MATERIAL FOR THIS TASK
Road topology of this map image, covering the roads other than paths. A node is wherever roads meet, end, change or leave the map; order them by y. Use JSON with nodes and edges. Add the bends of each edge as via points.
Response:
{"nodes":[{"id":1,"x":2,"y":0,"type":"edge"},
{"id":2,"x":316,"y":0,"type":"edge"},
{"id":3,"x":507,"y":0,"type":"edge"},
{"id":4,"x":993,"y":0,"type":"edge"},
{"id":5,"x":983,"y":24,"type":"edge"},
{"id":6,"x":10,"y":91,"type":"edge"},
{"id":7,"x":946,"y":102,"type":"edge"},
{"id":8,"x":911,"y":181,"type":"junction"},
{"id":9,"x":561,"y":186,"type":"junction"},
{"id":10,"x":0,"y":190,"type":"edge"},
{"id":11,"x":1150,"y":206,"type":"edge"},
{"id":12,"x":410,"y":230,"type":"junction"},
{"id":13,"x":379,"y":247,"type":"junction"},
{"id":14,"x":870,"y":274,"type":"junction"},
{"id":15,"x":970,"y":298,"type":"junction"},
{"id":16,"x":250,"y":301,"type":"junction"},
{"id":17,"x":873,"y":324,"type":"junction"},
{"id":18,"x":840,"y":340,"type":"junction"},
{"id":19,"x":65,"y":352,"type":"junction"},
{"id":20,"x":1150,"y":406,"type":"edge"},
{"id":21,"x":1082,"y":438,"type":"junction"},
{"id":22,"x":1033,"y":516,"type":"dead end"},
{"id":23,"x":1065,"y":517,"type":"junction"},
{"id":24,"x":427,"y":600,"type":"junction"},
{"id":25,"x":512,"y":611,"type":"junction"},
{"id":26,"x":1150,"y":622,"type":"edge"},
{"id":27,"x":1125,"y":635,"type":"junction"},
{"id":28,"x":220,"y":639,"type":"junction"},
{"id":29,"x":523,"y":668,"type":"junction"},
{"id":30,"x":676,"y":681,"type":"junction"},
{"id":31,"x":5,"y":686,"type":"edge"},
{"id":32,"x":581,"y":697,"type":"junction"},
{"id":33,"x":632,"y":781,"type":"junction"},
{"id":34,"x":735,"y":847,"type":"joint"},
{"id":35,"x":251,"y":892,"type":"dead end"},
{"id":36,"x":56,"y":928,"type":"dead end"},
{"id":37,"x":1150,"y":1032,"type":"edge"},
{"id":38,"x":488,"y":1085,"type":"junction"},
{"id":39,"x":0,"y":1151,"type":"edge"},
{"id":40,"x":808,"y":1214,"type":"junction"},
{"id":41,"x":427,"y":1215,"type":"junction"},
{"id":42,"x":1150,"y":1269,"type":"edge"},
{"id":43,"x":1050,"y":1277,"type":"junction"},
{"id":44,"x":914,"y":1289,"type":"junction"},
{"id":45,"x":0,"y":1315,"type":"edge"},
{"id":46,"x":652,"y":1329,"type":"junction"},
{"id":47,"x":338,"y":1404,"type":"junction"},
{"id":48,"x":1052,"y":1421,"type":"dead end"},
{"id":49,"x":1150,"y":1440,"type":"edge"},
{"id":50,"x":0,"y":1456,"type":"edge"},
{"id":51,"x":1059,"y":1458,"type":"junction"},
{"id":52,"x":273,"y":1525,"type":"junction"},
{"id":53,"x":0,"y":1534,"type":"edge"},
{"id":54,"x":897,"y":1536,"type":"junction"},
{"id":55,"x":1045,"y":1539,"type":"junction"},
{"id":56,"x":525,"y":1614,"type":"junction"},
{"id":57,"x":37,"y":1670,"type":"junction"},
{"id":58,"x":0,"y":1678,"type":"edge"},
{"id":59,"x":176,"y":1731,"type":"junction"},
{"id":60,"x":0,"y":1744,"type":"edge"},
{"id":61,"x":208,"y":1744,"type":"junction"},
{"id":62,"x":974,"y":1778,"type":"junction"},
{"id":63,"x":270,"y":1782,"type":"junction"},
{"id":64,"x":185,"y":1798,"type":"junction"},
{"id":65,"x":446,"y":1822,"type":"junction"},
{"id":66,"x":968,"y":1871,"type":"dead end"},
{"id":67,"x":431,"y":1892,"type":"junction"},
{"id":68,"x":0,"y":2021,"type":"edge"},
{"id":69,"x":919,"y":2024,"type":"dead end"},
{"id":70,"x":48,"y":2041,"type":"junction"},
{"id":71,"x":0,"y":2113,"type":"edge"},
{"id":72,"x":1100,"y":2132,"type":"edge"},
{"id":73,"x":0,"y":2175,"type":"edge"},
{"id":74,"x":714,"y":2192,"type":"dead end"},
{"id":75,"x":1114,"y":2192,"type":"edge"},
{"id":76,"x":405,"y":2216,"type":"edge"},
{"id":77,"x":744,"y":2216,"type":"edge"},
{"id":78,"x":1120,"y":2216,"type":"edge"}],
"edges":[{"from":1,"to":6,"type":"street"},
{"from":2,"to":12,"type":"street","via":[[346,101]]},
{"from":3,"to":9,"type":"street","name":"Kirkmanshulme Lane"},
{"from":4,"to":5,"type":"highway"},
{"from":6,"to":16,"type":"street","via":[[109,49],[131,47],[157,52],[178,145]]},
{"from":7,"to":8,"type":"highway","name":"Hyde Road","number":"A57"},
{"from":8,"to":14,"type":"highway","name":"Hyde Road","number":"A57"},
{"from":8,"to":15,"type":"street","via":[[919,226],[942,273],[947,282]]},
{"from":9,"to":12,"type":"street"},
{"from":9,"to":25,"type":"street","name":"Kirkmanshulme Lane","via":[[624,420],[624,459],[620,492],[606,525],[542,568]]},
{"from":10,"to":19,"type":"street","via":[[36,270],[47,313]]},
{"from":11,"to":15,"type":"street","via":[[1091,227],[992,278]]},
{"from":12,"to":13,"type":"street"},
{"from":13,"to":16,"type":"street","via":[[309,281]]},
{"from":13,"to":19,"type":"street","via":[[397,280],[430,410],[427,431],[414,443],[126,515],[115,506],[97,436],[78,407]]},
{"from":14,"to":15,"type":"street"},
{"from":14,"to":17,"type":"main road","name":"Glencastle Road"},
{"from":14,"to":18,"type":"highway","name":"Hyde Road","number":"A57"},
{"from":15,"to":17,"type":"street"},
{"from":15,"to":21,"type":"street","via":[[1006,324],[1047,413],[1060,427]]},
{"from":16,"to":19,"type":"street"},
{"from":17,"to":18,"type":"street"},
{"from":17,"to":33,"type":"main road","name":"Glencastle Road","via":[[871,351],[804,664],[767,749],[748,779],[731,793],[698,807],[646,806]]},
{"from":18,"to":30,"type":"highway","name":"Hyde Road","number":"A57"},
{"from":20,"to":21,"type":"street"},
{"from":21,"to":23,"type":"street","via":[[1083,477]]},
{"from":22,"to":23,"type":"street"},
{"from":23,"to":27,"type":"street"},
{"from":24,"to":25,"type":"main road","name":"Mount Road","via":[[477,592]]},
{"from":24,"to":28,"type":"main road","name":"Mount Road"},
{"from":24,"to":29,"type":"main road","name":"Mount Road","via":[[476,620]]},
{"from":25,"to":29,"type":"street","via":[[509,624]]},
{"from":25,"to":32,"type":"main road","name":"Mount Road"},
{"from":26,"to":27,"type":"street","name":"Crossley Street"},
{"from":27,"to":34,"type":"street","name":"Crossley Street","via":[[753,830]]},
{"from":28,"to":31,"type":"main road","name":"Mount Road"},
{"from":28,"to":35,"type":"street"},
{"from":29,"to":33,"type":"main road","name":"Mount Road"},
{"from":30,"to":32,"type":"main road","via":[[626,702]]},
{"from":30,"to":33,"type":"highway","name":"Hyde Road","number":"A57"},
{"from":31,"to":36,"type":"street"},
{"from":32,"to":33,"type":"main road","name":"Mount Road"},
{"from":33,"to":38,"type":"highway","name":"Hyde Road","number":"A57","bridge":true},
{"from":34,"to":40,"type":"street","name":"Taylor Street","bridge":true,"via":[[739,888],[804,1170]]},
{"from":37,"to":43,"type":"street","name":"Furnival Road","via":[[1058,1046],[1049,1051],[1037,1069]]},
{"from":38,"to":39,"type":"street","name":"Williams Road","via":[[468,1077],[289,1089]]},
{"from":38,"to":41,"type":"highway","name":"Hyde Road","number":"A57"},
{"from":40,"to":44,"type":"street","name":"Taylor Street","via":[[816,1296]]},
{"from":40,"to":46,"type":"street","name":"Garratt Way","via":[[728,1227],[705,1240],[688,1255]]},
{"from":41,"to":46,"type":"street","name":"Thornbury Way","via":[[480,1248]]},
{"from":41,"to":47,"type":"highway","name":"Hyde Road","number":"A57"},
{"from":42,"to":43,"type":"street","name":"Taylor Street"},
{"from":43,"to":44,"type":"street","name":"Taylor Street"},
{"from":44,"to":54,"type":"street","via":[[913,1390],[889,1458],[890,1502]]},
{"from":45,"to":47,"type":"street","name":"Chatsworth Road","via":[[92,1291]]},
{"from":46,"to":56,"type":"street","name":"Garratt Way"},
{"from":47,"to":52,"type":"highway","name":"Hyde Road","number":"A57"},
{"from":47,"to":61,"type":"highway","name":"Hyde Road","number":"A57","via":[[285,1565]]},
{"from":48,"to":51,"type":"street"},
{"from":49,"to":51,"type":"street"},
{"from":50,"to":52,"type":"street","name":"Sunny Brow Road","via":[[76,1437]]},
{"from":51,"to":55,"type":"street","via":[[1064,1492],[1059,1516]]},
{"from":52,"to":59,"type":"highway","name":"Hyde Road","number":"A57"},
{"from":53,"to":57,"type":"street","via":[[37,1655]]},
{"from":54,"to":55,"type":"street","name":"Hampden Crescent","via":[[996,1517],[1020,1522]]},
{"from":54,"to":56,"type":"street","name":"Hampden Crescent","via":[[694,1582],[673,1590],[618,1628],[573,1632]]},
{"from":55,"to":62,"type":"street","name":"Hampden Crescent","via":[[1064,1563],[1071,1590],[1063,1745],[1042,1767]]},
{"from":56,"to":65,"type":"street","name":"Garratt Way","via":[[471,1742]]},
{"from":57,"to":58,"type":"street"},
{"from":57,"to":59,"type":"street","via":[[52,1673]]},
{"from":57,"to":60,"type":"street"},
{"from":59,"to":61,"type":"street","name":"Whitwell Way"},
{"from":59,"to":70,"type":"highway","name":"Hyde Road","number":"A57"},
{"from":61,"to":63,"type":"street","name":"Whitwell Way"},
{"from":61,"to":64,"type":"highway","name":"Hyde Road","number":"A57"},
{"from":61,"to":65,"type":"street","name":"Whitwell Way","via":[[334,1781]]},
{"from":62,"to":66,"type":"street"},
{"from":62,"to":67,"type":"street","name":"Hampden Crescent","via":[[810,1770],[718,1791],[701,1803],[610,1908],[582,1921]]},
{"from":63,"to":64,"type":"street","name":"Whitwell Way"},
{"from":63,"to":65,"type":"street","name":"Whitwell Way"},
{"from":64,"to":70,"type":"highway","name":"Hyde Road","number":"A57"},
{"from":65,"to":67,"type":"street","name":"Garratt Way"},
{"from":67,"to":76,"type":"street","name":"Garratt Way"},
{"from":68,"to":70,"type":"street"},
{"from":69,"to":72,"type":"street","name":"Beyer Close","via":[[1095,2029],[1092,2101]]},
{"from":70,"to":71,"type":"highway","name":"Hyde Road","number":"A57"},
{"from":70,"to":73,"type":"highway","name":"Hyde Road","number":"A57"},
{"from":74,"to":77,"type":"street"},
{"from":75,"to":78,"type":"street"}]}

* * *

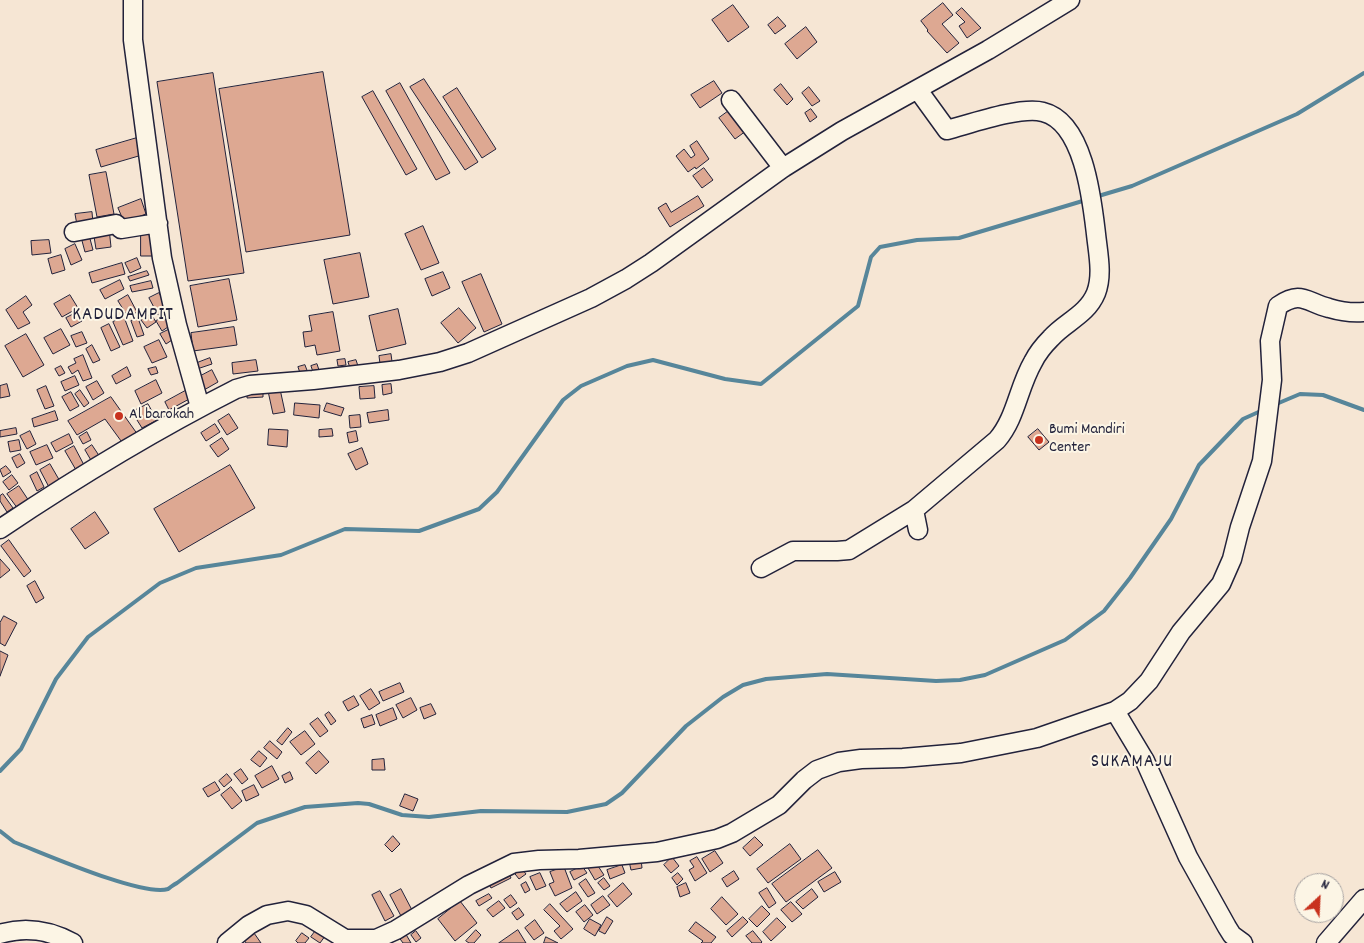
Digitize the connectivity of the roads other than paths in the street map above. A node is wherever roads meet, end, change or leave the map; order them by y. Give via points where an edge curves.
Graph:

WHAT TO PRODUCE
Your answer should consist of every line from the entries that holds "order".

ANSWER SECTION
Road topology of this map image, covering the roads other than paths. A node is wherever roads meet, end, change or leave the map; order them by y. Use JSON with nodes and edges. Add the bends of each edge as via points.
Digitize the connectivity of the roads other than paths in the street map above. A node is wherever roads meet, end, change or leave the map; order them by y. Give via points where an edge curves.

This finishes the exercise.